WHAT NEEDS TO BE DONE - If a line of the material holds the string "AVENUE", please copy it.
════════════════════
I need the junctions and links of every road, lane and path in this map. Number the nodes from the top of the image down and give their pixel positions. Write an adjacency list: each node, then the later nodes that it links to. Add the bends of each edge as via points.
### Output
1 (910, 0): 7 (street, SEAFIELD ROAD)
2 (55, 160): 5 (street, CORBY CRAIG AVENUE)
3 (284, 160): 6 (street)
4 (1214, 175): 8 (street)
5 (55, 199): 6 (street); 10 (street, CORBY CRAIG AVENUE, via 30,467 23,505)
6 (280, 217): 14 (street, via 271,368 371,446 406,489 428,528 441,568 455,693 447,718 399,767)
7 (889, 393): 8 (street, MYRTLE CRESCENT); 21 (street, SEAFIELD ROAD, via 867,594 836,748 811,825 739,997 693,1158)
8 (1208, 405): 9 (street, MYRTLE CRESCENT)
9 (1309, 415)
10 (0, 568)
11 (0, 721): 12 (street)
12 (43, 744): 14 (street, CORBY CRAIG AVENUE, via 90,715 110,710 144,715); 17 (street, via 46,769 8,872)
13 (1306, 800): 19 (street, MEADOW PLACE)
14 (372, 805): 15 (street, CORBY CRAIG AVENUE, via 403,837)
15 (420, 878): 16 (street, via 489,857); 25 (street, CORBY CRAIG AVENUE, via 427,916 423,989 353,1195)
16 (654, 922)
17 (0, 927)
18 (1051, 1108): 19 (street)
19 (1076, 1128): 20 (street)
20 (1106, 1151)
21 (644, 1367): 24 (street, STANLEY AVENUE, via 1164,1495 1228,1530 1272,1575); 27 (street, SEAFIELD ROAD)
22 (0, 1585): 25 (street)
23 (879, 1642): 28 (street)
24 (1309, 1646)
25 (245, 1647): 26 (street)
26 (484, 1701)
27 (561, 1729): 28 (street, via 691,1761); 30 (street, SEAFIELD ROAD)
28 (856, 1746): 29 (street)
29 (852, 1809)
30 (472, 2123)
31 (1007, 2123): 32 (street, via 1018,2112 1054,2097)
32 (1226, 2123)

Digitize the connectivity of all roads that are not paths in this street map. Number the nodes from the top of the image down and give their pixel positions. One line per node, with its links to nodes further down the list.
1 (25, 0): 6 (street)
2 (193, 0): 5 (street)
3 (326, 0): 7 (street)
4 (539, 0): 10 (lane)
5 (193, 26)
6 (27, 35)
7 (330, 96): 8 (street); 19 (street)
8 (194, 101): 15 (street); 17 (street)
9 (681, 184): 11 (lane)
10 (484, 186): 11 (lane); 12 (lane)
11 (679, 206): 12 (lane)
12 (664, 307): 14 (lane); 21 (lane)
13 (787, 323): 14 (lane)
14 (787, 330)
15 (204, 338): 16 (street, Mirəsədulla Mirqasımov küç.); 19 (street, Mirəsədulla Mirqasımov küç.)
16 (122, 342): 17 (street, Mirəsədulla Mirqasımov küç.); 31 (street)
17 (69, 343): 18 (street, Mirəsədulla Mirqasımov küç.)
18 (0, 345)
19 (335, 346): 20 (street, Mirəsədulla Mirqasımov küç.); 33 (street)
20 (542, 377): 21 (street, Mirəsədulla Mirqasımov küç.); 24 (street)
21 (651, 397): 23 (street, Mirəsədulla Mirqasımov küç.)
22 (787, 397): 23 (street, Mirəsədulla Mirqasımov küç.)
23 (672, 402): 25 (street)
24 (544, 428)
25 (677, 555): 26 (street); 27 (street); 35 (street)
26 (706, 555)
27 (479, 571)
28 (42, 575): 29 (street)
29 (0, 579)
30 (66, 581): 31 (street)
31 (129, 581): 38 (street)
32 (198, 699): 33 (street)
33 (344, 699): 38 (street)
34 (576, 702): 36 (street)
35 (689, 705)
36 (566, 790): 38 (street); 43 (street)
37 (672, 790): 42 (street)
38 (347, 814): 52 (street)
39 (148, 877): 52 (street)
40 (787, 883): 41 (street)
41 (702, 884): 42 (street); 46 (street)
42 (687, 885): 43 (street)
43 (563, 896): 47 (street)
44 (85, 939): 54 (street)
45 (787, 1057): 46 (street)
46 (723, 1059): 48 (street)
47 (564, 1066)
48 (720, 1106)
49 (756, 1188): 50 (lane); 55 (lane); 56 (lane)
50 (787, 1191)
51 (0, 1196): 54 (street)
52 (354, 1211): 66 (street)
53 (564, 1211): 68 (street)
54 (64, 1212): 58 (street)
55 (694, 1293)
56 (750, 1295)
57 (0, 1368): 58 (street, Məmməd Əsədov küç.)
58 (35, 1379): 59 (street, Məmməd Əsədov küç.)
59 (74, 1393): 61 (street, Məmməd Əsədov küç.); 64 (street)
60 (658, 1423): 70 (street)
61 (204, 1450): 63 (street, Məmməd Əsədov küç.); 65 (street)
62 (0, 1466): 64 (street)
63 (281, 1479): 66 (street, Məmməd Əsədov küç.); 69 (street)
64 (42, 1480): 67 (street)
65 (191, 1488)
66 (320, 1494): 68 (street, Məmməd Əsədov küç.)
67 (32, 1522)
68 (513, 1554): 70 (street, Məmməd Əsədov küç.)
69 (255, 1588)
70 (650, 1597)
════════════════════
THE COMPLETED TASK -
2 (55, 160): 5 (street, CORBY CRAIG AVENUE)
5 (55, 199): 6 (street); 10 (street, CORBY CRAIG AVENUE, via 30,467 23,505)
12 (43, 744): 14 (street, CORBY CRAIG AVENUE, via 90,715 110,710 144,715); 17 (street, via 46,769 8,872)
14 (372, 805): 15 (street, CORBY CRAIG AVENUE, via 403,837)
15 (420, 878): 16 (street, via 489,857); 25 (street, CORBY CRAIG AVENUE, via 427,916 423,989 353,1195)
21 (644, 1367): 24 (street, STANLEY AVENUE, via 1164,1495 1228,1530 1272,1575); 27 (street, SEAFIELD ROAD)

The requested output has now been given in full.